Task objective:
Which of the lines below contain the string "Fartura"? Copy each one.

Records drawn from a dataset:
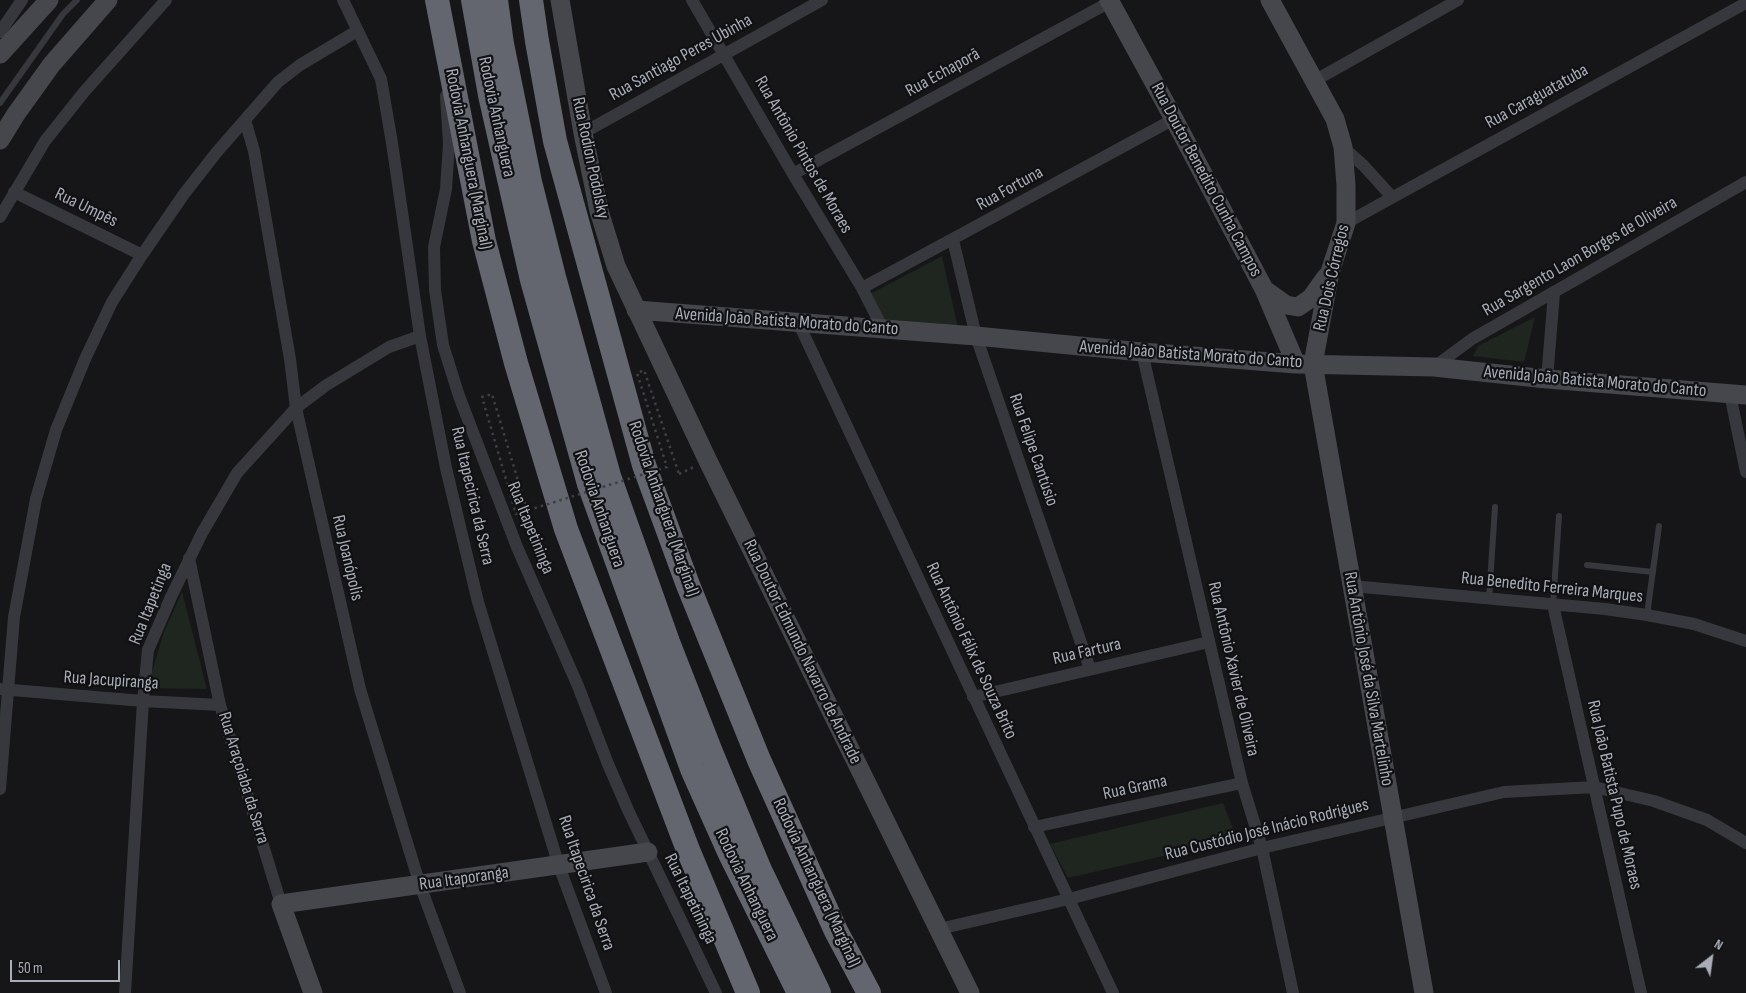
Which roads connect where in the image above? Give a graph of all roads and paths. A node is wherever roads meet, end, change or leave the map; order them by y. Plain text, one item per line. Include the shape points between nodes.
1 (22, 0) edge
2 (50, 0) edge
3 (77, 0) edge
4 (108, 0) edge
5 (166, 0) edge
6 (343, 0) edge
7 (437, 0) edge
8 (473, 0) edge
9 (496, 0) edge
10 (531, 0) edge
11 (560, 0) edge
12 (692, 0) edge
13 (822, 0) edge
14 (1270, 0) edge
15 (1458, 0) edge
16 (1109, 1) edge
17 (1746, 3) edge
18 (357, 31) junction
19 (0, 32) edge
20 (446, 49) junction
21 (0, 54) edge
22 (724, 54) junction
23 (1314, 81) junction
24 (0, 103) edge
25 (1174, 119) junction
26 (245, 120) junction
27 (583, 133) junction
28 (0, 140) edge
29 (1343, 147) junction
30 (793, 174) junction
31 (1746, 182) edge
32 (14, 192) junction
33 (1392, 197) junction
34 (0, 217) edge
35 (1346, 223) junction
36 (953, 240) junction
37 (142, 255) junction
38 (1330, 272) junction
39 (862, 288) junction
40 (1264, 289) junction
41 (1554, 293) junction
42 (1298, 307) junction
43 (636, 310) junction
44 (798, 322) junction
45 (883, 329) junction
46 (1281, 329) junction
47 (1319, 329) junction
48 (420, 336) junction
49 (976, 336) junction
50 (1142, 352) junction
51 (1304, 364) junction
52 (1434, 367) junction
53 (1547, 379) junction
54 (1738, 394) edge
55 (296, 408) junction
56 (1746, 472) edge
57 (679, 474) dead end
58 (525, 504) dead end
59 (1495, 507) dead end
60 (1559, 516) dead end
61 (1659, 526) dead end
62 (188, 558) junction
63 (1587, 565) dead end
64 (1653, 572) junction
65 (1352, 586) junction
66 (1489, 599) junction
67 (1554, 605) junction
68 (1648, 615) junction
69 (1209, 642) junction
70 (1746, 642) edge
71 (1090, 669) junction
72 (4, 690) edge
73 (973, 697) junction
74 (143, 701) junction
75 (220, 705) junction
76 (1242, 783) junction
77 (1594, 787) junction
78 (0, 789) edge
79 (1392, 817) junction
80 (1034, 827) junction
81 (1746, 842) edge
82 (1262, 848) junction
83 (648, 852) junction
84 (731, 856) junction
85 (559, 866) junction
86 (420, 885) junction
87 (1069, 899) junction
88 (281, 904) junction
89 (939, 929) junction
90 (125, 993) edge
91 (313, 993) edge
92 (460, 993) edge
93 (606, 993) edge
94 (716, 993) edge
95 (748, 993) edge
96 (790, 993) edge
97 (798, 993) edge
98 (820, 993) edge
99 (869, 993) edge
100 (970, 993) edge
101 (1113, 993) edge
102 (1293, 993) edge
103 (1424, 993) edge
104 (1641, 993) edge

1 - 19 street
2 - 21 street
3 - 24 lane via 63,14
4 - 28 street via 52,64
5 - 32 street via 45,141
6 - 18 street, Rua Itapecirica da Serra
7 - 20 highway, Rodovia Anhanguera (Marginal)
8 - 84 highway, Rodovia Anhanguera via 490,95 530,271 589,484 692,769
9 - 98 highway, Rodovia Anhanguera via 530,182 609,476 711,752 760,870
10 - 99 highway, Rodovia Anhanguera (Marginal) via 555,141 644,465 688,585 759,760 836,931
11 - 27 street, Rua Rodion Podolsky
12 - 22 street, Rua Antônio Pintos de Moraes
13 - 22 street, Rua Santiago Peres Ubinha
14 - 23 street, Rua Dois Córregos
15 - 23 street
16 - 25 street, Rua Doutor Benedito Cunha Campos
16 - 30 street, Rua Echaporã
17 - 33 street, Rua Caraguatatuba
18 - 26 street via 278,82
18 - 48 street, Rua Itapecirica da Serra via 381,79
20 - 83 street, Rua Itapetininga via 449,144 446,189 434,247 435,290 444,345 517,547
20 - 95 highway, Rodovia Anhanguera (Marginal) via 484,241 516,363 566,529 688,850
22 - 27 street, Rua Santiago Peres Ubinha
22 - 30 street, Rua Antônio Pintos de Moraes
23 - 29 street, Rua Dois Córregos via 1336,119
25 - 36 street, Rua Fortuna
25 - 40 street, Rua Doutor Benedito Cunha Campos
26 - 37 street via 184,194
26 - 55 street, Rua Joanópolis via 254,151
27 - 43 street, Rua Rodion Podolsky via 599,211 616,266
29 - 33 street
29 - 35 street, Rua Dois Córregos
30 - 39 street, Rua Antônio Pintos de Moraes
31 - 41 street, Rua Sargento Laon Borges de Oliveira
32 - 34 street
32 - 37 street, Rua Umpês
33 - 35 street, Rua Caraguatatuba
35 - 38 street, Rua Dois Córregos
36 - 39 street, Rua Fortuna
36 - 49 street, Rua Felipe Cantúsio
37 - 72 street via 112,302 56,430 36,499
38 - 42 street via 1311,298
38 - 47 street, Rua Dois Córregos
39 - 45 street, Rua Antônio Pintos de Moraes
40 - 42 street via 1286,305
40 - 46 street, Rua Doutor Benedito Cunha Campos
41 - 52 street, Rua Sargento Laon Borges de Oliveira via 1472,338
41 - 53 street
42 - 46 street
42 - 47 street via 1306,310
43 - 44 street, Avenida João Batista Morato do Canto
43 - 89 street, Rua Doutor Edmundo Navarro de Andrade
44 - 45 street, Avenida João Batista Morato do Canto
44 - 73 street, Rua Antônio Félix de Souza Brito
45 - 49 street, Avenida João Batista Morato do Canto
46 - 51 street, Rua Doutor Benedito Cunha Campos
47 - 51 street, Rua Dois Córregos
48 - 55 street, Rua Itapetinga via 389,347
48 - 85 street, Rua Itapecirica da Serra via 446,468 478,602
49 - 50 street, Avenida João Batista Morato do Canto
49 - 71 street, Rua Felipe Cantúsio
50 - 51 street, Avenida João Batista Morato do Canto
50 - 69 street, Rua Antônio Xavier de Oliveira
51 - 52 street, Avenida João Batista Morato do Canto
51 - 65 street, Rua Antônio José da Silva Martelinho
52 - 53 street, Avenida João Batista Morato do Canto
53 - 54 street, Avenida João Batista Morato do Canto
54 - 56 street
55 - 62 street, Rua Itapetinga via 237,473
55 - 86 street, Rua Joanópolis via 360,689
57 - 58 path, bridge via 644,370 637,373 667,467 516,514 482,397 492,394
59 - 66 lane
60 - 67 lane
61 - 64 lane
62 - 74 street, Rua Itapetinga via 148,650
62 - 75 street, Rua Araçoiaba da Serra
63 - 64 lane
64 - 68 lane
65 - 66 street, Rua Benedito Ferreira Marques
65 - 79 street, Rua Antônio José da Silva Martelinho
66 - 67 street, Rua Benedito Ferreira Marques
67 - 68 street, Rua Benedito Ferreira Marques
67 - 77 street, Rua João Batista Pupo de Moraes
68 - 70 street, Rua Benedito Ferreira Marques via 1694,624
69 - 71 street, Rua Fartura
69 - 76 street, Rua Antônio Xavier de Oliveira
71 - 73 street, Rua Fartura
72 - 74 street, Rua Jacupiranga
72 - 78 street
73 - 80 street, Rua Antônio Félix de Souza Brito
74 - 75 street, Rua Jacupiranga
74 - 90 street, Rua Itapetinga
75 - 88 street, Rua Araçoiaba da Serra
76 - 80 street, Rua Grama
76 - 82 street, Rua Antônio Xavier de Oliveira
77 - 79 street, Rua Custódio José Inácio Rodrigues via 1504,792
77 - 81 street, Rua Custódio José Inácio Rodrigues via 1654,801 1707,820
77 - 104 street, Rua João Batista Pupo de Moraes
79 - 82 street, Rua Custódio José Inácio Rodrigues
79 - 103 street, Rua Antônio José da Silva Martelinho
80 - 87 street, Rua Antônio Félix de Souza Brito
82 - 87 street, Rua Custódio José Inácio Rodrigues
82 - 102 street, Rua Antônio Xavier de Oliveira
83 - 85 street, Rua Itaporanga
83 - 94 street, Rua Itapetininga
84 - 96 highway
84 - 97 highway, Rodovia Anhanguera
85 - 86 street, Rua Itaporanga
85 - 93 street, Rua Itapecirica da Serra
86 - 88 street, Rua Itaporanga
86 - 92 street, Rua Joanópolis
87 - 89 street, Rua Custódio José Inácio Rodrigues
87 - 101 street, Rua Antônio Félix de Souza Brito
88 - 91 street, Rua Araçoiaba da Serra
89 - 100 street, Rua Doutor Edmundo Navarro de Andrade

Result of this task:
69 - 71 street, Rua Fartura
71 - 73 street, Rua Fartura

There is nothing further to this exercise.